Former officers Lane, Tou Thao and J. Alexander Kueng were arrested in May 2020 more than two years after they were first arrested for their actions (or lack thereof) when colleague Derek Chauvin pressed his knee into Floyd’s neck and back. he was handcuffed and lying on his stomach for more than nine minutes.

Lane, a new officer on the job for his fourth day, held Floyd’s legs during the arrest, while Kueng tied his torso and held off the crowd of grieving people who stood by Thao.

An ambulance eventually arrived and first responders lifted Floyd, who was limping at the time, into the vehicle. Lane joined them in the ambulance and performed CPR on Floyd.

Defense attorney Earl Gray said Lane agreed to plead guilty to the state charge because he faced a mandatory 12-year sentence if convicted of the most serious charge of murder. He also noted that Minnesota law allows defendants to be released from custody after serving two-thirds of their sentences.

“My client did not want to risk losing the murder case, so he decided to plead guilty to one count of murder with a 3-year sentence, to be released in 2 years, and dismiss the murder case,” Gray said in June. “The sentence will run concurrently with his federal sentence and he will serve his sentence in a federal institution. He has a newborn child and he didn’t want to risk not being a part of that child’s life.”

The harrowing video taken by a bystander showed Floyd, a 46-year-old black man, begging to be allowed to breathe and calling his mother before he passed out and died. Outrage over the incident sparked an international protest movement against the police’s treatment of black citizens. All four officers were fired and charged after Floyd’s death.

The city of Minneapolis agreed to pay Floyd’s estate $27 million in March 2021 after the city council voted to settle a lawsuit with his family.
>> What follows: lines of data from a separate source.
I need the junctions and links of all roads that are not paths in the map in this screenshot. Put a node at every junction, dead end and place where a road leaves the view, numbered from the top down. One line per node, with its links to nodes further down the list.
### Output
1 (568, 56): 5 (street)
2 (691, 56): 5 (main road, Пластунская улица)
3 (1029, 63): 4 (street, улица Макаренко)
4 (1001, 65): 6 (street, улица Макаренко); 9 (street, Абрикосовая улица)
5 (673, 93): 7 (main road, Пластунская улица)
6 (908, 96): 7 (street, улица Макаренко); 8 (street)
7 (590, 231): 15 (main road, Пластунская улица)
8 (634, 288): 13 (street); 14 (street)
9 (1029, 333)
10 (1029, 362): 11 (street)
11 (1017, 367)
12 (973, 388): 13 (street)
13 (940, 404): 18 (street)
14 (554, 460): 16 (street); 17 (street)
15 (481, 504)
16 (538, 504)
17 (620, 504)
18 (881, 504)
In federal court earlier this year, Lane testified that he twice asked Chauvin to redo Floyd while detaining him, but both times he was denied.

Lane, Thao and Kueng were charged with violating Floyd’s civil rights. Thao and Kueng also pleaded guilty to an additional federal charge earlier this year for failing to intervene to stop Chauvin. Thao and Kueng were sentenced to 3.5 years and 3 years in federal prison, respectively.

Thao and Kueng still have a state trial scheduled for late October on charges of second degree involuntary manslaughter and second degree second degree murder. They have been declared innocent.

Chauvin was convicted of manslaughter in Floyd’s death by a state jury last year and sentenced to more than 22 years in prison. As part of a plea deal, Chauvin pleaded guilty in December to federal civil rights charges related to Floyd’s death and the restraint of a teenager.